Die Besonderheit der Reiteralpe

Bettina Schraube vom Bundesamt für Infrastruktur, Umweltschutz und Dienstleistungen der Bundeswehr schilderte zudem eine Besonderheit des Übungsplatzes: „In Bayern gibt es etwa 200 Liegenschaften, davon befinden sich 45 auf ,Natura2000‘-Gebieten. Im Gegensatz zu den anderen Flächen haben wir die Reiteralpe nur gepachtet.“

Das Gelände gehöre größtenteils den Bayerischen Staatsforsten, dadurch ergebe sich keine Verpflichtung zur Umsetzung von Naturschutzmaßnahmen. In einigen Bereichen, zum Beispiel bei der Seilbahn und den Lenzkasern, würden trotzdem pflegerische Schritte unternommen. Doch was hat nun insgesamt Vorrang, der Naturschutz oder die Bundeswehr? „Bei der Ausweisung 2008 wurde mit dem Freistaat Bayern geklärt, dass die militärische Nutzung stets Vorrang hat, selbst bei veränderter militärischer Nutzung“, so Schraube.

Häufiger Schießübungen bei der Neuen Traunsteiner Hütte

Schneizlreuths Bürgermeister Wolfgang Simon wollte noch von den Bundeswehrvertretern wissen, ob in der Nähe der Neuen Traunsteiner Hütte verstärkt geschossen werde. Denn die Zustiege dorthin erfolgen über öffentliche Wander- und Klettersteige und die Gemeinde bewerbe die Hütte als touristisches Ziel.

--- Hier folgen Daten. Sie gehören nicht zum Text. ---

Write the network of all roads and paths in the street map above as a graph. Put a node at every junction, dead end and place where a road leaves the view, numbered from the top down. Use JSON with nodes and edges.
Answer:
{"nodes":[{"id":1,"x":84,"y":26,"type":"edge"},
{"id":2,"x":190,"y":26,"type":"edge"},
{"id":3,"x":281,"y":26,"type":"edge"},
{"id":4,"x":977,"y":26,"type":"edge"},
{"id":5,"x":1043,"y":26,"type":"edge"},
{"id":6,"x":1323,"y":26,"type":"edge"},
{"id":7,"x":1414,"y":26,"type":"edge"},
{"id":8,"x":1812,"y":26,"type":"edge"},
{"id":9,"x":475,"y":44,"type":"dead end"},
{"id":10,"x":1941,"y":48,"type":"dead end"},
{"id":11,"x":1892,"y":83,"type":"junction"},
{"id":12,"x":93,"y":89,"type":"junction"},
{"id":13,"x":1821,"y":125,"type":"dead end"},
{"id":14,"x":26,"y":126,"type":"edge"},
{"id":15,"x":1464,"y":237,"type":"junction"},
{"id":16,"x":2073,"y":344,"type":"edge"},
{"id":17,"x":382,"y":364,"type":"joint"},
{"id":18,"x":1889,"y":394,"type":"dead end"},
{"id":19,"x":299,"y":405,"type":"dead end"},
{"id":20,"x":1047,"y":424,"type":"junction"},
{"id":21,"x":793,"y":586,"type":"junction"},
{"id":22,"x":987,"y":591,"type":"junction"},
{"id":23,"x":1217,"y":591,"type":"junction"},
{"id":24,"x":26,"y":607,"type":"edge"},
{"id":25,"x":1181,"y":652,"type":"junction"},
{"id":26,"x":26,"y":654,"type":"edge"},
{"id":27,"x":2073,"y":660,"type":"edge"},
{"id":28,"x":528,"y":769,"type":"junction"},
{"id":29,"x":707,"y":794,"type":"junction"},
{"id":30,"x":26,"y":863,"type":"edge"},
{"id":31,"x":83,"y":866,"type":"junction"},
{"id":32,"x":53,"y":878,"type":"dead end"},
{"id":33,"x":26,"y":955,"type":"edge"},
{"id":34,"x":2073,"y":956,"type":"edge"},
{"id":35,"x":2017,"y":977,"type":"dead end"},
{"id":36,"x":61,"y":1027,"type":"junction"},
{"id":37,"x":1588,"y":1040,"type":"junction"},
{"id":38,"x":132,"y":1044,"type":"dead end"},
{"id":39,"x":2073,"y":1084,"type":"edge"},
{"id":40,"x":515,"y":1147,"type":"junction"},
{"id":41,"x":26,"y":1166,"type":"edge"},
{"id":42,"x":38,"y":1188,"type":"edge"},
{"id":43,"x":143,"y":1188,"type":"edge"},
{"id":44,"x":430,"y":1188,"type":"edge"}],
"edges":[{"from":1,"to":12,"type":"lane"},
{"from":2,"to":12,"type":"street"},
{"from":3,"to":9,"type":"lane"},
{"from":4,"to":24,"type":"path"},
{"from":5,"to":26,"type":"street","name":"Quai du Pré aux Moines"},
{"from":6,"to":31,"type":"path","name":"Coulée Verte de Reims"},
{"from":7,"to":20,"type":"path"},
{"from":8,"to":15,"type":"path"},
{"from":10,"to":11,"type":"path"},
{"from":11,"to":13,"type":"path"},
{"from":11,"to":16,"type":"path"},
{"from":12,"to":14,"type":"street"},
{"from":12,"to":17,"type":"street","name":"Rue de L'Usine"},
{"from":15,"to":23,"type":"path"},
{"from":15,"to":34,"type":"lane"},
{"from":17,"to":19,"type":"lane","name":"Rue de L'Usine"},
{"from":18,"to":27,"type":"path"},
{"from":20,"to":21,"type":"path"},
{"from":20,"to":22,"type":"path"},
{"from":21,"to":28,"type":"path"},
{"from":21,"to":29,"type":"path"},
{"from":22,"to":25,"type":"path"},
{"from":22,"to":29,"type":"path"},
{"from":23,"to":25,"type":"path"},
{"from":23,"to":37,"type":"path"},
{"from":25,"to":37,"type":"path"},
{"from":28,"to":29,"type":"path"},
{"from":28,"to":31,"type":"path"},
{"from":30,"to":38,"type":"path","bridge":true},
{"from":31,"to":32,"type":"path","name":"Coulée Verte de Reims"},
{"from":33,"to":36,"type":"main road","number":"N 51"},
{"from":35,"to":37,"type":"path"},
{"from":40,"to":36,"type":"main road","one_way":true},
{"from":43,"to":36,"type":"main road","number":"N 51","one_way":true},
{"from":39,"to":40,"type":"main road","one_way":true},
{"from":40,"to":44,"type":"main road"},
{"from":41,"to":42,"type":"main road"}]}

Die Bundeswehr führt hier, im Sommer wie im Winter, verschiedenste Übungen durch.

„Grundsätzlich handelt es sich um ein militärisches Sperrgebiet. Mit der Gemeindeverwaltung und dem zuständigen DAV wurde vereinbart, die Wege temporär zu sperren oder entsprechend umzuleiten, wenn Übungen durchgeführt werden. Notfalls müssen die Wanderer ein bis zwei Stunden Wartezeit in Kauf nehmen“, erklärten die Offiziere. Doch wer sich auf den offiziellen Wegen aufhalte, habe generell nichts zu befürchten.

Insgesamt lobten alle Beteiligten, darunter auch Mitarbeiter der Bayerischen Staatsforsten und des Nationalparks, die vorbildliche Pflege der Naturschutzflächen sowie das gute Zusammenspiel von Bundeswehr, Behörden, Revierleitern und Almbauern. „Den Rest erledigen die Kühe“, hieß es. Wie diese beim Kampf gegen die Latschenkiefer unterstützt werden können, um dem Artenschutz zu helfen, wurde bereits in ersten Ansätzen miteinander diskutiert.